If a line of the data below contains the string "JSON", copy it into your answer.
------------------------------------------------------------
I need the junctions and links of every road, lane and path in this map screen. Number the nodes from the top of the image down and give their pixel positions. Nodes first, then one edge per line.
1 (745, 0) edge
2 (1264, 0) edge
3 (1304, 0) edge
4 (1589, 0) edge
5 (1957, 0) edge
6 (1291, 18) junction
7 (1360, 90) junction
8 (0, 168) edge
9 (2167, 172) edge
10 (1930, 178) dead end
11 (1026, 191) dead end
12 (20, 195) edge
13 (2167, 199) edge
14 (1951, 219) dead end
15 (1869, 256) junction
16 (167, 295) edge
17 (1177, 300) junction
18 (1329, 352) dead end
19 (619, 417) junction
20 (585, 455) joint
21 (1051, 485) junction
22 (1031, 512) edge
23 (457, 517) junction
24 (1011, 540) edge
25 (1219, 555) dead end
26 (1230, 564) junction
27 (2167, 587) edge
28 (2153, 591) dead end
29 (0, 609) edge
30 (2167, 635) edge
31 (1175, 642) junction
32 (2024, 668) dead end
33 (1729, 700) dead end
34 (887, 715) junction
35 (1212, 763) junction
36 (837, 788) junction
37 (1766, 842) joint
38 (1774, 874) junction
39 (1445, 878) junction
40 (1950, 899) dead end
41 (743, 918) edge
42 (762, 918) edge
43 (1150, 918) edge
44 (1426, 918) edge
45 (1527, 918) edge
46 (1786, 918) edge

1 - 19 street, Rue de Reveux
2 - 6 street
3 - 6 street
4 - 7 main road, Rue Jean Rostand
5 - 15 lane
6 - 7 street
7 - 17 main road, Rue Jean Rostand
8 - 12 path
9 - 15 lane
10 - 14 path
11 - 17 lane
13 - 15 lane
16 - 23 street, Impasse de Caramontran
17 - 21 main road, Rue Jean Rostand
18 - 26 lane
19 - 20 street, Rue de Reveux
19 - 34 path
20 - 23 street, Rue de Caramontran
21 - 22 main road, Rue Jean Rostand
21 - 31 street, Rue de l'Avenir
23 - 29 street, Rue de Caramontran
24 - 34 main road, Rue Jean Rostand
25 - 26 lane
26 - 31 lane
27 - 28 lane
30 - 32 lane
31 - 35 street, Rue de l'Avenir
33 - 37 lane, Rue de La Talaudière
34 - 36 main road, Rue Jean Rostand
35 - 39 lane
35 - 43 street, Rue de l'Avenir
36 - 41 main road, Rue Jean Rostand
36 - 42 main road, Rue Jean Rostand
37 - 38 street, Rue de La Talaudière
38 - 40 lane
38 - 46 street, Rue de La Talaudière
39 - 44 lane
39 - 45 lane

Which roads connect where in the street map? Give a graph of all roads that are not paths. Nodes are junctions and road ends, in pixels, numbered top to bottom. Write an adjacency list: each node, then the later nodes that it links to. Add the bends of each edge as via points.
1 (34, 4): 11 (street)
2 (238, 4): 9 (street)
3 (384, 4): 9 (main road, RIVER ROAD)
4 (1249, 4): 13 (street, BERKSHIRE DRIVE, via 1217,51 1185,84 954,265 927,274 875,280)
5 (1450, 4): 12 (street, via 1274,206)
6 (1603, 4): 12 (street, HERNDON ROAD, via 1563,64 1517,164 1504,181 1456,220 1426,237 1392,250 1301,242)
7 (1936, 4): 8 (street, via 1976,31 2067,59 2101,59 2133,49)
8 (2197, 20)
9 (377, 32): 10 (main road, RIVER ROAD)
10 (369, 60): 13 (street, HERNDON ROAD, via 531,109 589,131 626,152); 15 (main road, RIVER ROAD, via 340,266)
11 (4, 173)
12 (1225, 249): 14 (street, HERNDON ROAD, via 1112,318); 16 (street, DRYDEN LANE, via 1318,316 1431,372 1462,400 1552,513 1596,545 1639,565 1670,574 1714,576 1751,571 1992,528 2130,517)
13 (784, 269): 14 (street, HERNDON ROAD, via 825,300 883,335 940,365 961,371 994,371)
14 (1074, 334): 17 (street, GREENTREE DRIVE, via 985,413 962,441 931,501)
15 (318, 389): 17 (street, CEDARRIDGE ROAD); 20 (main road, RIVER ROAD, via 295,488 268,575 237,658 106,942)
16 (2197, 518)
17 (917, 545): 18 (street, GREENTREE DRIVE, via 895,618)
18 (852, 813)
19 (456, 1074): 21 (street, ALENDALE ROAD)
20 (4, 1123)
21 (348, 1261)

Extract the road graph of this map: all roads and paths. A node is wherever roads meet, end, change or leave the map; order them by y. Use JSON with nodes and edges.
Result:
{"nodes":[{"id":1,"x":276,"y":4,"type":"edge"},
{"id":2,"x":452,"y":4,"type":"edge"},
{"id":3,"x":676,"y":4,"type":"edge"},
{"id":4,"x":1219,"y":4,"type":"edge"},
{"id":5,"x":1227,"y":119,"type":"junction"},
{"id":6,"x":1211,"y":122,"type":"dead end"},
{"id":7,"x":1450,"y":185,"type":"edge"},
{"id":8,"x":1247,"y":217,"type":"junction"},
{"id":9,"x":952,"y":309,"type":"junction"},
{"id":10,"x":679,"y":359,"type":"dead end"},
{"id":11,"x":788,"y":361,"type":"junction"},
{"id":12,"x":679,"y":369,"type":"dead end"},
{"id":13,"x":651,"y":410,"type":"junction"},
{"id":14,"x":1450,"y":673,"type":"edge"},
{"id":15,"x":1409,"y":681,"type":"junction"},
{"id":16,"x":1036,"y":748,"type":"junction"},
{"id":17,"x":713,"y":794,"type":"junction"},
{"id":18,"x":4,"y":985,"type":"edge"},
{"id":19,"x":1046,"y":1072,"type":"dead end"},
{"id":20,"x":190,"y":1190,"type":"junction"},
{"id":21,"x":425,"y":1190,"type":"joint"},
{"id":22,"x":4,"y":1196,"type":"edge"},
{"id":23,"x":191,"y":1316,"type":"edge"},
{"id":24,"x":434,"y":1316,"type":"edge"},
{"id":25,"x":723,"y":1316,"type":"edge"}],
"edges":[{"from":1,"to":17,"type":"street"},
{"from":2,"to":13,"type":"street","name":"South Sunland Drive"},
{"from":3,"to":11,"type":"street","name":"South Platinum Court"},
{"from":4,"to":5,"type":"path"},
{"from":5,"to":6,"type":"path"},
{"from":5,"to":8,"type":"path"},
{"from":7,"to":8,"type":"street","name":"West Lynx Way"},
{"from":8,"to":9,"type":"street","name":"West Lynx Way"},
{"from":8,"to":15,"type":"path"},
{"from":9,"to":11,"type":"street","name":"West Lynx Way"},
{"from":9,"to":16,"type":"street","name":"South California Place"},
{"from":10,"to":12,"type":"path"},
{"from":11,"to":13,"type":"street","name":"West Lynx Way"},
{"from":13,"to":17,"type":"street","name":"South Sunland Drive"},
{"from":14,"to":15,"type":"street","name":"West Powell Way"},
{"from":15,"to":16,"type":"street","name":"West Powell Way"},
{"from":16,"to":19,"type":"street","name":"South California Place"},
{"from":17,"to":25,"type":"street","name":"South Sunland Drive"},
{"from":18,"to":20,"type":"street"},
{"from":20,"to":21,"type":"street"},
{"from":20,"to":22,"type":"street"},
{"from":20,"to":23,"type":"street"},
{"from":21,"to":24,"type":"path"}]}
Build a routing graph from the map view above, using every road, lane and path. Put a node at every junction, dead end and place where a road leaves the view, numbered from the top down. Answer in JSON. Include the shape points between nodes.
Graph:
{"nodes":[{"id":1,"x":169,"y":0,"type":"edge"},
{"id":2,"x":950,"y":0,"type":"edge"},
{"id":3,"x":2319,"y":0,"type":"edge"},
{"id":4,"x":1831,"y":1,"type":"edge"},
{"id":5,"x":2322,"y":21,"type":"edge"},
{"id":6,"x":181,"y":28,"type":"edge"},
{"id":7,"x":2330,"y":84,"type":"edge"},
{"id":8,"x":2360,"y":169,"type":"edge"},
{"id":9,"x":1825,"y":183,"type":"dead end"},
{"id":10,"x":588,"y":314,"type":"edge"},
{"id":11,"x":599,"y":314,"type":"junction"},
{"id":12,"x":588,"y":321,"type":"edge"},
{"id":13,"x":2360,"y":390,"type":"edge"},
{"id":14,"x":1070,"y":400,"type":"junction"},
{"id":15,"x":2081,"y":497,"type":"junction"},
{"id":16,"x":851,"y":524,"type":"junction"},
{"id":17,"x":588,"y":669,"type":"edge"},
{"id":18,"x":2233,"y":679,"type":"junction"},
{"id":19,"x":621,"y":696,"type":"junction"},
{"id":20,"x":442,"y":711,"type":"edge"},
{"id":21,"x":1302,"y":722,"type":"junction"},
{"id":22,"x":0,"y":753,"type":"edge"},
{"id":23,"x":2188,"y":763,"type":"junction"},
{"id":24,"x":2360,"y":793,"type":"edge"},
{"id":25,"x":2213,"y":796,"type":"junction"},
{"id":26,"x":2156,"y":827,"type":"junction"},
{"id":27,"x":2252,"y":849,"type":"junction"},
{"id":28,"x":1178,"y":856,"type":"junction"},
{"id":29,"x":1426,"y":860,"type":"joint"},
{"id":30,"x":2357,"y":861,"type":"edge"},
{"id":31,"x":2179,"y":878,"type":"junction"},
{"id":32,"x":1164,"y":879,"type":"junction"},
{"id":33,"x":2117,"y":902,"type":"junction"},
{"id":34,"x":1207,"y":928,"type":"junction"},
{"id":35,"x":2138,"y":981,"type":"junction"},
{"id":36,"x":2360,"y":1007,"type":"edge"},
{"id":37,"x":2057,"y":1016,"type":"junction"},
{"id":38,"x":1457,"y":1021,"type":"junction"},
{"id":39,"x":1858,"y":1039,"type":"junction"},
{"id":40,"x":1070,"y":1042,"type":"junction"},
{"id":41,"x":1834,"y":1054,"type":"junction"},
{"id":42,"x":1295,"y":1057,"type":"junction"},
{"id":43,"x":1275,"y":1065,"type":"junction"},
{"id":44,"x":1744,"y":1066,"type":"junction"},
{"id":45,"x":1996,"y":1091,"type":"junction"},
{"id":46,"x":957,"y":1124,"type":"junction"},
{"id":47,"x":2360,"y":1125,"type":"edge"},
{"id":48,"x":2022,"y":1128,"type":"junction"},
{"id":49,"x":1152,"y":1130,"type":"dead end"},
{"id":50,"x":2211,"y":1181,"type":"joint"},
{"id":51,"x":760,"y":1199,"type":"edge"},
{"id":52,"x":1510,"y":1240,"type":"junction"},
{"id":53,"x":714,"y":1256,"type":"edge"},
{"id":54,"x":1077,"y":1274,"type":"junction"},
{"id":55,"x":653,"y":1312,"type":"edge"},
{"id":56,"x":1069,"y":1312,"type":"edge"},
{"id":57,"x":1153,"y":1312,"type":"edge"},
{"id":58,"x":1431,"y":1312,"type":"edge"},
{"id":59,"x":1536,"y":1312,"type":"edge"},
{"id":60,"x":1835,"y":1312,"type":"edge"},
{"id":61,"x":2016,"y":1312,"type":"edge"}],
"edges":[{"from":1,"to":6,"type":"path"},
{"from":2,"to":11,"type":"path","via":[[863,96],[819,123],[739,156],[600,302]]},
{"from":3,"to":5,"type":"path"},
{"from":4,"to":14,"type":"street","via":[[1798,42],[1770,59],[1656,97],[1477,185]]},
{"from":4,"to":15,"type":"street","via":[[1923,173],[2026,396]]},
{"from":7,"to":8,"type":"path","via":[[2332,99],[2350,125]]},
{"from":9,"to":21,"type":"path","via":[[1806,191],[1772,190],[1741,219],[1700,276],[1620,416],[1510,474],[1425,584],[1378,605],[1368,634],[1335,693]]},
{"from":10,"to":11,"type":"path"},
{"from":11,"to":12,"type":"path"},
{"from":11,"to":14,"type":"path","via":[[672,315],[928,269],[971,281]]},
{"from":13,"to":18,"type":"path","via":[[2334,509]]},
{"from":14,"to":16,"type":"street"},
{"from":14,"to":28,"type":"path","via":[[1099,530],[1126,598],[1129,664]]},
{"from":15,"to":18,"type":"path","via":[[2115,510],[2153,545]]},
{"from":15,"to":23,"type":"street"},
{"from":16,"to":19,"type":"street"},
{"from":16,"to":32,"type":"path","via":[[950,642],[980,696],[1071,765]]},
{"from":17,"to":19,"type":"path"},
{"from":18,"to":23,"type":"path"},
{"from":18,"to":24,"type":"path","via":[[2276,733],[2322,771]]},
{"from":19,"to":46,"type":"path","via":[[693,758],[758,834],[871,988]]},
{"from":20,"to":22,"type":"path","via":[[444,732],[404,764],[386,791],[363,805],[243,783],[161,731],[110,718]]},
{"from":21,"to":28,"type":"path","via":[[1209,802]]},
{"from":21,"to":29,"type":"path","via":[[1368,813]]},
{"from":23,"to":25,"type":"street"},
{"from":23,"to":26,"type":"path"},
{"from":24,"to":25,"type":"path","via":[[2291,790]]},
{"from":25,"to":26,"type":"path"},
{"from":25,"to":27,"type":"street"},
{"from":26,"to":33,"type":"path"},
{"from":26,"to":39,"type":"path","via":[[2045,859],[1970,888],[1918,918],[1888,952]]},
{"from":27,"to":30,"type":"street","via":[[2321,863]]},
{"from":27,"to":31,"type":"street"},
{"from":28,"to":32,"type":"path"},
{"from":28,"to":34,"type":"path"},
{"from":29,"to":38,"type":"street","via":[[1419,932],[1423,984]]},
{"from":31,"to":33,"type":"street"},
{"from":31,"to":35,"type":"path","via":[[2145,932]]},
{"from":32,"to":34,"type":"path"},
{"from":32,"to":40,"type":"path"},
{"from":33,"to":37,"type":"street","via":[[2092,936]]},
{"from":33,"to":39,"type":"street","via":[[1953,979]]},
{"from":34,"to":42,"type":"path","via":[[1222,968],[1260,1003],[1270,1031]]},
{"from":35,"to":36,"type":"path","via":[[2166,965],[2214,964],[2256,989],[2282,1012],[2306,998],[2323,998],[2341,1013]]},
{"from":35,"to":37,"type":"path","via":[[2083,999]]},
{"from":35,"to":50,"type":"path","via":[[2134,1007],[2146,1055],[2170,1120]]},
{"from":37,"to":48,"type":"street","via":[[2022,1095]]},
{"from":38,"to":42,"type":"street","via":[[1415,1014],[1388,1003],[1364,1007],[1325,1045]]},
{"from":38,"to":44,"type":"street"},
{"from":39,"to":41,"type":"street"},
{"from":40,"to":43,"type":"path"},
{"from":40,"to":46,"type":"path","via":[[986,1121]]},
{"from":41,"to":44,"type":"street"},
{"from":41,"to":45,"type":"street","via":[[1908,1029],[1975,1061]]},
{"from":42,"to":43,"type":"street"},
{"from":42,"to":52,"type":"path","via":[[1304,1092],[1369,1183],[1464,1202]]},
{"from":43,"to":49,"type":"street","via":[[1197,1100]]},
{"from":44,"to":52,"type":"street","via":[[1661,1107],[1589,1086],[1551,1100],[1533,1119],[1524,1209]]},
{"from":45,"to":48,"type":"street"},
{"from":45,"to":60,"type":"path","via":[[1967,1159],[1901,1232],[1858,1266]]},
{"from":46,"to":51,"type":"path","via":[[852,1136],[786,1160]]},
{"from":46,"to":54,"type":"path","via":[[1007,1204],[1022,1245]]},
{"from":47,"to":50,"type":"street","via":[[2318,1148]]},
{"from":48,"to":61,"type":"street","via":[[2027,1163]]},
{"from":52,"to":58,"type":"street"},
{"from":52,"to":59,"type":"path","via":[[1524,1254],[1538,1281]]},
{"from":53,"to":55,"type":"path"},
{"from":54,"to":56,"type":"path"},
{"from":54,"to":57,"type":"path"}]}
------------------------------------------------------------
#### [Answer to the problem]
Extract the road graph of this map: all roads and paths. A node is wherever roads meet, end, change or leave the map; order them by y. Use JSON with nodes and edges.
Build a routing graph from the map view above, using every road, lane and path. Put a node at every junction, dead end and place where a road leaves the view, numbered from the top down. Answer in JSON. Include the shape points between nodes.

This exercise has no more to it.